Мы ехали с Таней и Сашей*, нам было неестественно. Я был спокоен и не позволял себе этого. В Туле мне странно было, что Копылов хочет, как всегда, говорить о политике, аптекари запечатывают коробочки. Мы поехали с Марьей Ивановной (акушерка Сережи). Дома подъехали, никого нет. Тетенька, которая сначала не хотела, чтобы я ехал, и боялась, вышла ко мне расстроенная, оживленная, испуганная, с добрыми глазами. Ну что? — Как ты мил, mon cher[74], что приехал! Были схватки. Я вошел. Милая, как она была серьезно, честно, трогательно и сильно хороша. Она была в халате, распахнутом, кофточка с прошивками, черные волосы спутаны, — разгоряченное, шероховато-красное лицо, горящие большие глаза, она ходила, посмотрела на меня. Привез? Да. Что? Ужасно сильные схватки.
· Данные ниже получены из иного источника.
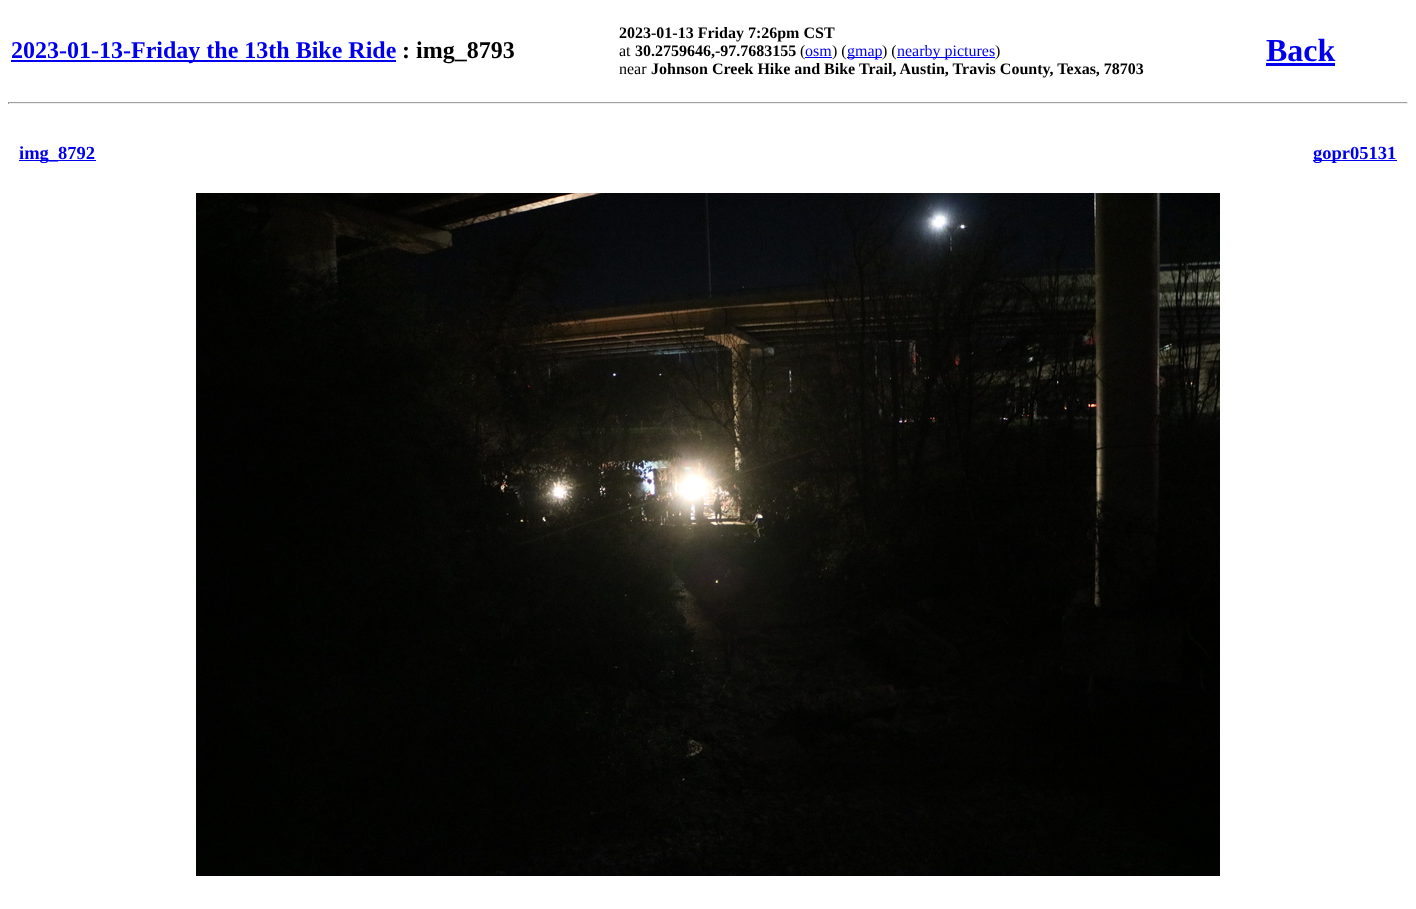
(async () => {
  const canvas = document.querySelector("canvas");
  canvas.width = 1416;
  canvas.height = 909;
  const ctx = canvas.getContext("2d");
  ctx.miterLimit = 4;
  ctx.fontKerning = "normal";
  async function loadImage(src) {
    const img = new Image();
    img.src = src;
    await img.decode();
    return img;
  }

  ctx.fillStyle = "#ffffff";
  ctx.fillRect(0, 0, 1416, 909);
  for (const [x, y, w, h, color] of [
    [11, 60, 385, 2, "#0000ee"],
    [805, 57, 27, 1, "#0000ee"],
    [847, 57, 35, 1, "#0000ee"],
    [897, 57, 98, 1, "#0000ee"],
    [1266, 63, 69, 3, "#0000ee"],
    [8, 102, 1400, 1, "#9f9f9f"],
    [1407, 102, 1, 2, "#eeeeee"],
    [8, 103, 1400, 1, "#eeeeee"],
    [8, 102, 1, 2, "#9f9f9f"],
    [19, 160, 77, 1, "#0000ee"],
    [1313, 160, 84, 1, "#0000ee"],
  ]) {
    ctx.fillStyle = color;
    ctx.fillRect(x, y, w, h);
  }
  ctx.drawImage(await loadImage("img/1.png"), 196, 193, 1024, 683);
  ctx.font = "bold 24px Liberation Serif";
  ctx.fillText("2023-01-13-Friday the 13th Bike Ride", 11, 58);
  ctx.fillStyle = "#000000";
  ctx.fillText(": img_8793", 402, 58);
  ctx.font = "bold 16px Liberation Serif";
  ctx.fillText("2023-01-13 Friday 7:26pm CST", 619, 38);
  ctx.font = "16px Liberation Serif";
  ctx.fillText("at", 619, 56);
  ctx.font = "bold 16px Liberation Serif";
  ctx.fillText("30.2759646,-97.7683155", 635, 56);
  ctx.font = "16px Liberation Serif";
  ctx.fillText("(", 800, 56);
  ctx.fillStyle = "#0000ee";
  ctx.fillText("osm", 805, 56);
  ctx.fillStyle = "#000000";
  ctx.fillText(") (", 832, 56);
  ctx.fillStyle = "#0000ee";
  ctx.fillText("gmap", 847, 56);
  ctx.fillStyle = "#000000";
  ctx.fillText(") (", 882, 56);
  ctx.fillStyle = "#0000ee";
  ctx.fillText("nearby pictures", 897, 56);
  ctx.fillStyle = "#000000";
  ctx.fillText(")", 995, 56);
  ctx.fillText("near", 619, 74);
  ctx.font = "bold 16px Liberation Serif";
  ctx.fillText("Johnson Creek Hike and Bike Trail, Austin, Travis County, Texas, 78703", 651, 74);
  ctx.font = "bold 32px Liberation Serif";
  ctx.fillStyle = "#0000ee";
  ctx.fillText("Back", 1266, 61);
  ctx.font = "bold 18.5px Liberation Serif";
  ctx.fillText("img_8792", 19, 159);
  ctx.fillText("gopr05131", 1313, 159);
})();
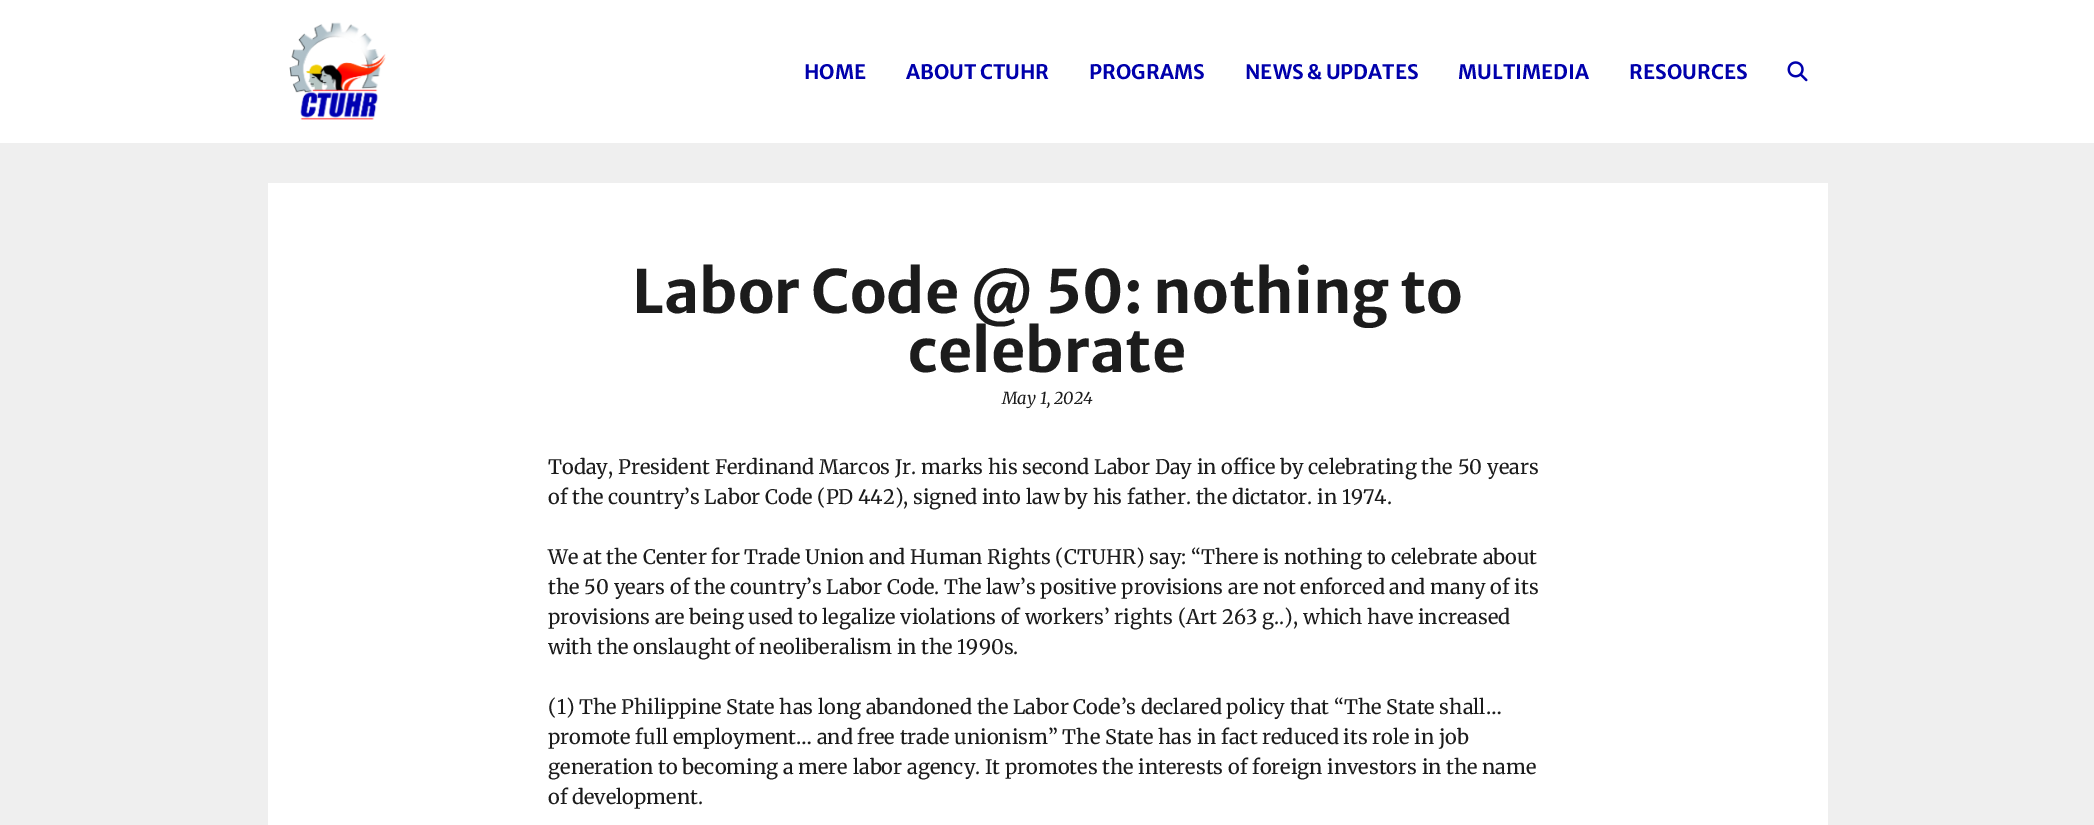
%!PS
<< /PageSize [2094 825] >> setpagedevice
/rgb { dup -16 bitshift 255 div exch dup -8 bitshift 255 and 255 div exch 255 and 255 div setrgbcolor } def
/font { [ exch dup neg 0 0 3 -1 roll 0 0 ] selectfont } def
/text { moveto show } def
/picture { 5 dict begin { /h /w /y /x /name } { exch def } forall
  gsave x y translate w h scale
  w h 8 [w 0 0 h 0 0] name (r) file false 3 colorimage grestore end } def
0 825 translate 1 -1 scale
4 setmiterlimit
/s1 { /MerriweatherSans-Bold 20 font 16#0000AC rgb } def
/s2 { /MerriweatherSans-Bold 59.75 font 16#1C1C1C rgb } def
/s3 { /Merriweather-Italic 16.5 font 16#1C1C1C rgb } def
/s4 { /Merriweather-Regular 20 font 16#1C1C1C rgb } def
16#FFFFFF rgb
0 0 2094 825 rectfill
(pic1.raw) 289 22 97 98 picture
s1
(HOME) 804 79 text
(ABOUT CTUHR) 906 79 text
(PROGRAMS) 1089 79 text
(NEWS & UPDATES) 1245 79 text
(MULTIMEDIA) 1458 79 text
(RESOURCES) 1629 79 text
(pic2.raw) 1787 61 21 21 picture
16#EFEFEF rgb
0 143 2094 682 rectfill
16#FFFFFF rgb
268 183 1560 642 rectfill
s2
(Labor Code @ 50: nothing to) 632 313 text
(celebrate) 908 372 text
s3
(May 1, 2024) 1002 404 text
s4
(Today, President Ferdinand Marcos Jr. marks his second Labor Day in office by celebrating the 50 years) 548 474 text
(of the country’s Labor Code \(PD 442\), signed into law by his father. the dictator. in 1974.) 548 504 text
(We at the Center for Trade Union and Human Rights \(CTUHR\) say: “There is nothing to celebrate about) 548 564 text
(the 50 years of the country’s Labor Code. The law’s positive provisions are not enforced and many of its) 548 594 text
(provisions are being used to legalize violations of workers’ rights \(Art 263 g..\), which have increased) 548 624 text
(with the onslaught of neoliberalism in the 1990s.) 548 654 text
(\(1\) The Philippine State has long abandoned the Labor Code’s declared policy that “The State shall…) 548 714 text
(promote full employment… and free trade unionism” The State has in fact reduced its role in job) 548 744 text
(generation to becoming a mere labor agency. It promotes the interests of foreign investors in the name) 548 774 text
(of development.) 548 804 text
showpage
Анны Петровны нет, тут Аксинья. Она просто, спокойно поцеловала меня. Пока копошились, с ней сделалась еще. Она схватилась за меня. Как и утром, я целовал ее, но она про меня не думала, и серьезное, строгое было в ней. Марья Ивановна ушла с ней в спальню и вышла, роды начались, сказала она тихо торжественно и с скрываемой радостью, какая бывает у бенефицианта, когда занавес поднялся. Она все ходила, она хлопотала около шкапов, приготавливала себе, приседала, и глаза все горели спокойно и торжественно. Было еще несколько схваток, и всякий раз я держал ее и чувствовал, как тело ее дрожало, вытягивалось и ужималось; и впечатление ее тела на меня было совсем, совсем другое, чем прежде и до [и] во время замужества. В промежутках я бегал, хлопотал уставлять диван, на котором я родился, в ее комнату и др., и во мне было все то же чувство равнодушия, укоризны за него и раздражения. Все хотелось поскорей, побольше и получше обдумать и сделать. Ее положили, она сама придумывала… (Я не докончил этого и не могу писать дальше о настоящем мучительном.)
Ее характер портится с каждым днем, я узнаю в ней и Поленьку* и Машеньку* с ворчаньем и озлобленными колокольчиками. Правда, что это бывает в то время, как ей хуже; но несправедливость и спокойный эгоизм пугают и мучают меня. Она же слыхала от кого-то и затвердила, что мужья не любят больных жен, и вследствие этого успокоилась в своей правоте. Или она никогда не любила меня, а обманывалась. Я пересмотрел ее дневник — затаенная злоба на меня дышит из-под слов нежности. В жизни часто то же. Если это так и все это с ее стороны ошибка — то это ужасно. Отдать все — не холостую кутежную жизнь у Дюссо и метресок, как другие женившиеся, а всю поэзию любви, мысли и деятельности народной променять на поэзию семейного очага, эгоизма ко всему, кроме к своей семье, и на место всего получить заботы кабака, детской присыпки, варенья, с ворчаньем и без всего, что освещает семейную жизнь, без любви и семейного тихого и гордого счастья. А только порывы нежности, поцелуев и т. д. Мне ужасно тяжело, я еще не верю, но тогда бы я не болен, не расстроен был целый день — напротив.
С утра я прихожу счастливый, веселый, и вижу
Уже час ночи, я не могу спать, еще меньше идти спать в ее комнату с тем чувством, которое давит меня, а она постонет, когда ее слышат, а теперь спокойно храпит. Проснется и в полной уверенности, что я несправедлив и что она несчастная жертва моих переменчивых фантазий, — кормить, ходить за ребенком*. Даже родитель того же мнения. Я не дал ей читать своего дневника, но не пишу всего. Ужаснее всего то, что я должен молчать и будировать*, как я ни ненавижу и ни презираю такого состояния. Говорить с ней теперь нельзя, а может быть, еще все бы объяснилось. Нет, она не любила и не любит меня. Мне это мало жалко теперь, но за что было меня так больно обманывать.
[
1864
К роману
1) Любит мучить того, кого любит — все теребит.
2) Отец с сыном ненавидят друг друга. В глазах неловко*.